Records from a data collection
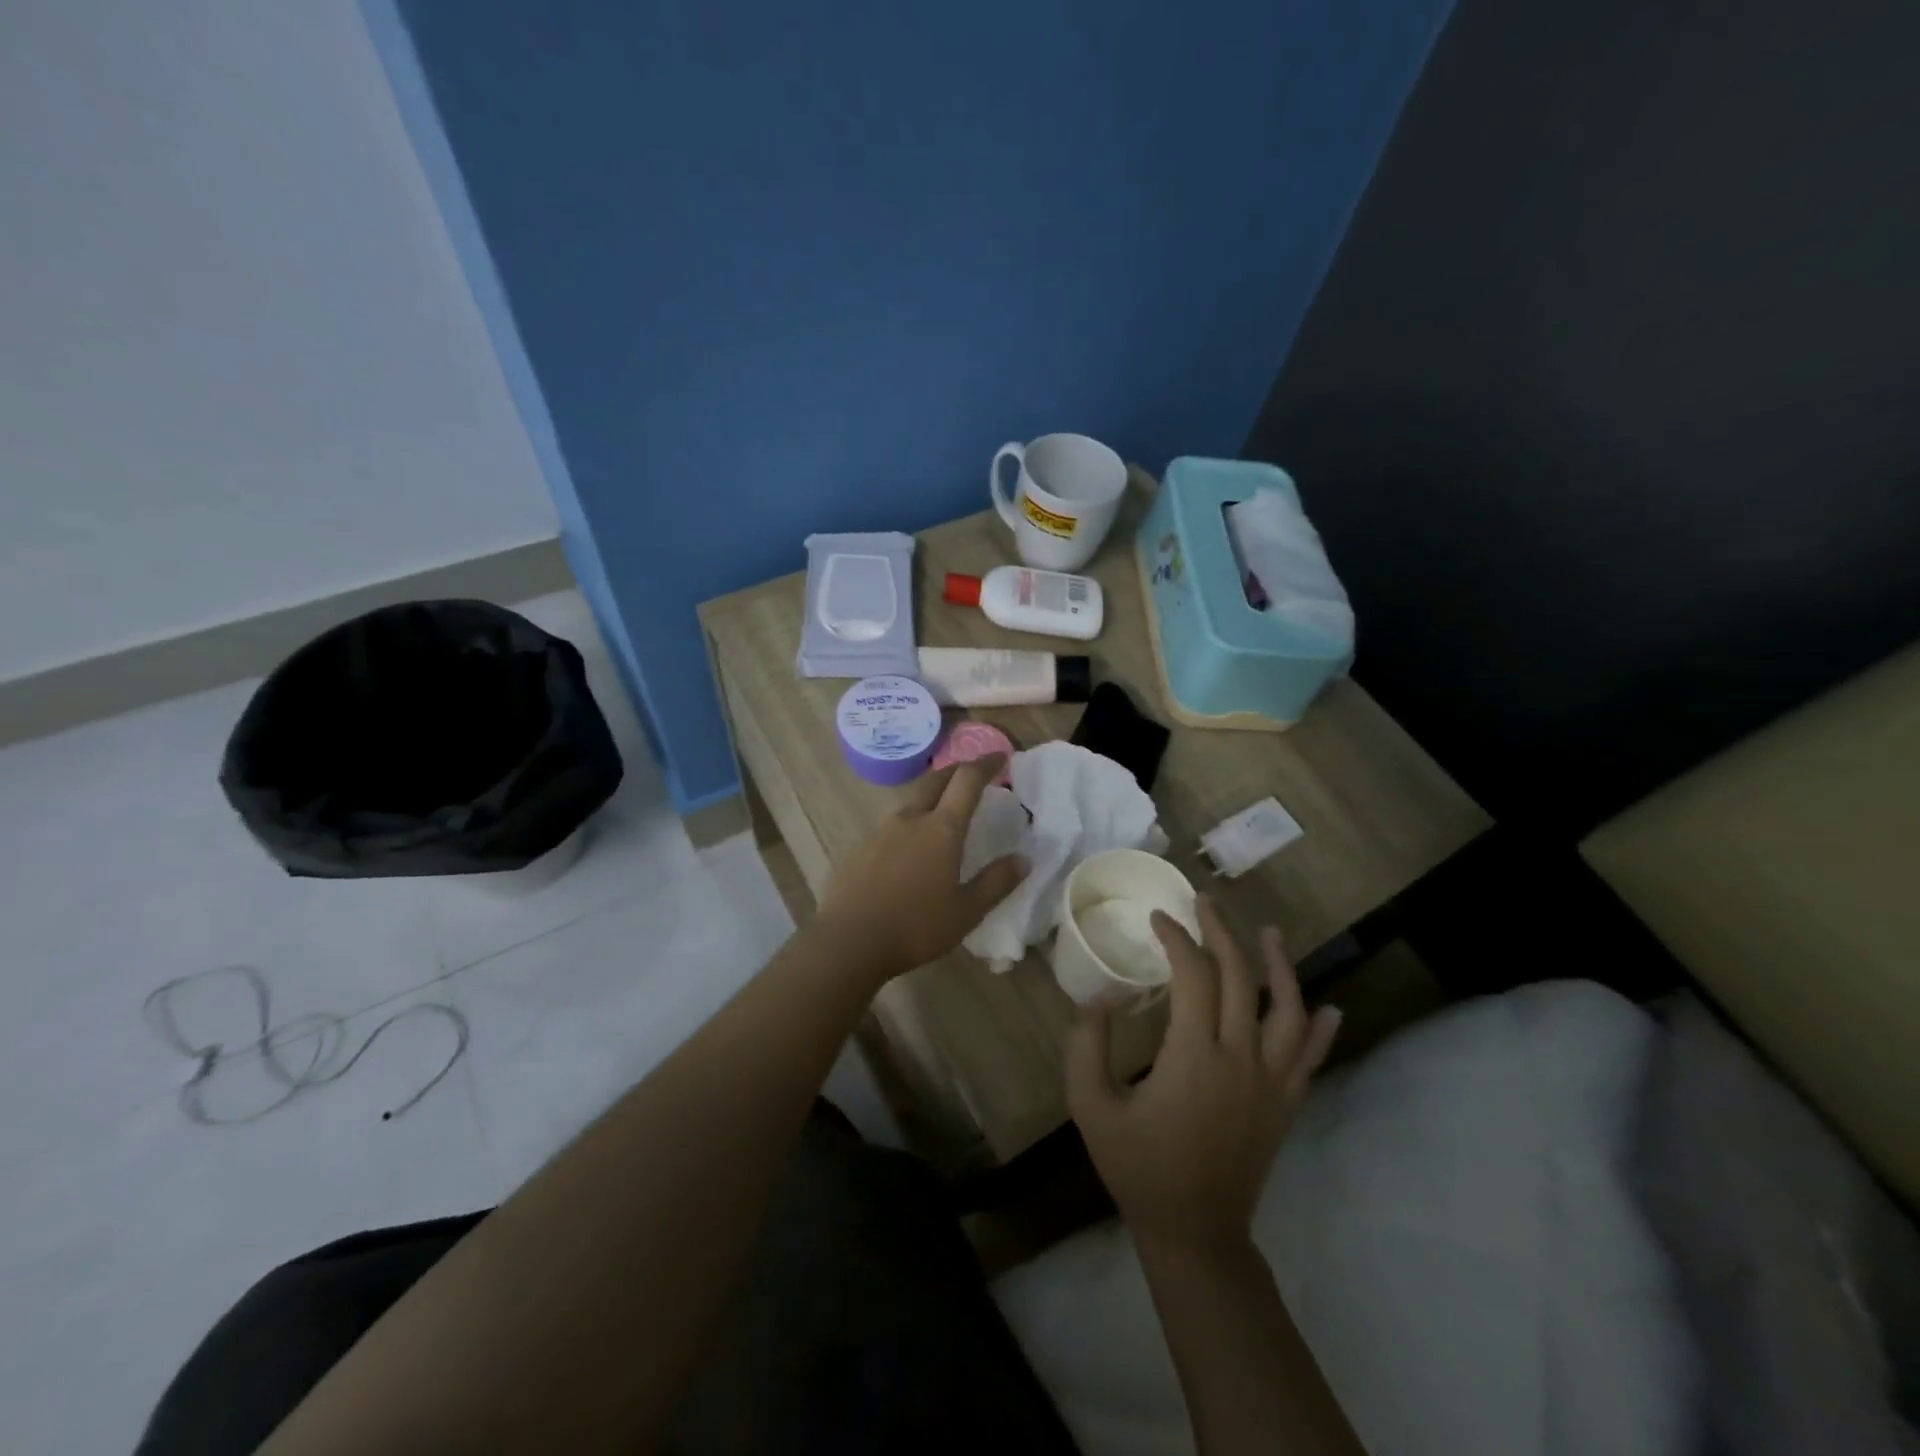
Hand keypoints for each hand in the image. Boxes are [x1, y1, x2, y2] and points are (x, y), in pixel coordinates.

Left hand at [811, 757, 1025, 982]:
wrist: (847, 941)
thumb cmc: (915, 927)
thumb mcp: (966, 911)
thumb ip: (996, 882)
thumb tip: (1024, 858)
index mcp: (941, 829)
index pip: (967, 780)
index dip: (986, 764)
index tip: (1000, 757)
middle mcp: (910, 818)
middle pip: (936, 780)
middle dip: (957, 771)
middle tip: (973, 775)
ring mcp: (880, 830)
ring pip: (912, 801)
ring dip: (932, 797)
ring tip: (944, 813)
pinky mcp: (860, 847)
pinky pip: (891, 825)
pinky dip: (910, 824)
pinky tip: (910, 848)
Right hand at [1066, 895, 1341, 1258]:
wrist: (1194, 1232)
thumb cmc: (1138, 1167)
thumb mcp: (1091, 1107)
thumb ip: (1086, 1046)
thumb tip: (1099, 999)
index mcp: (1194, 1055)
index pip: (1193, 975)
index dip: (1177, 938)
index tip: (1158, 917)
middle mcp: (1241, 1059)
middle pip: (1239, 978)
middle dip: (1221, 932)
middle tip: (1205, 902)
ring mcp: (1271, 1082)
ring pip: (1287, 1011)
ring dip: (1279, 967)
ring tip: (1270, 934)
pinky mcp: (1285, 1104)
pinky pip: (1310, 1059)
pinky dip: (1320, 1031)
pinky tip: (1327, 1009)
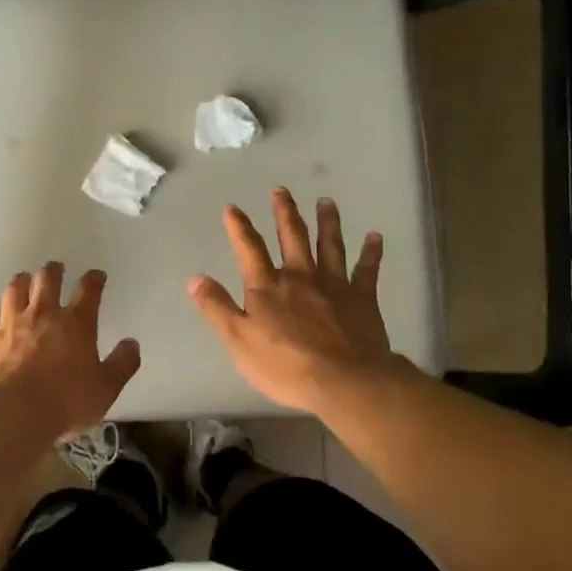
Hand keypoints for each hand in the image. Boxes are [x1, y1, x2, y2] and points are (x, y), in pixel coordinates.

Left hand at [0, 264, 142, 436]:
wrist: (13, 414)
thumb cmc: (66, 401)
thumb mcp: (105, 388)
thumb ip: (122, 364)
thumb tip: (132, 344)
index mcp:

» **What you should do**:
Your answer must be an exact copy of the records, minus any pictures.

» **Answer space**:
Hand keypoints for each hand in the image. Boxes are [x1, y1, x2, y2] and points are (x, y), in pixel coordinates.

Left hand at [811, 757, 1025, 982]:
wrist: (847, 941)
thumb cmc: (915, 927)
thumb mcp: (966, 911)
thumb ip: (996, 882)
thumb tip: (1024, 858)
index mcp: (941, 829)
index pip: (967, 780)
index dip: (986, 764)
index tip: (1000, 757)
middle mcp: (910, 818)
middle pip: (936, 780)
middle dip: (957, 771)
middle tip: (973, 775)
ring mcp: (880, 830)
ring pip: (912, 801)
ring dip: (932, 797)
ring tip: (944, 813)
pinky mcp: (860, 847)
pinky pip: (891, 825)
pinky dip: (910, 824)
pinky tip: (910, 848)
Right hand at [1066, 895, 1341, 1258]:
wrist: (1194, 1232)
thumb cmc: (1138, 1167)
thumb mcp: (1091, 1107)
thumb ip: (1086, 1046)
thumb tip: (1099, 999)
index mcp: (1194, 1055)
index pip: (1193, 975)
index dip: (1177, 938)
index tip: (1158, 917)
middle mcp: (1241, 1059)
middle pip: (1239, 978)
middle dip: (1221, 932)
middle tip: (1205, 902)
ring mcp: (1271, 1082)
ring pip: (1287, 1011)
ring dip: (1279, 967)
ring tip: (1270, 934)
pinky mcp: (1285, 1104)
pinky pip: (1310, 1059)
pinky dip: (1320, 1031)
pinky tip: (1327, 1009)
Hand keypoints for each hand in the image. Boxes are [x1, y1, x2, y2] and points are (x, y), in pixel coordinates.

Left hand at [0, 264, 142, 436]:
wrist: (13, 414)
thumb cmc: (66, 401)
thumb mcp: (105, 388)
thumb ip: (122, 364)
thumb tip: (132, 344)
index mcp:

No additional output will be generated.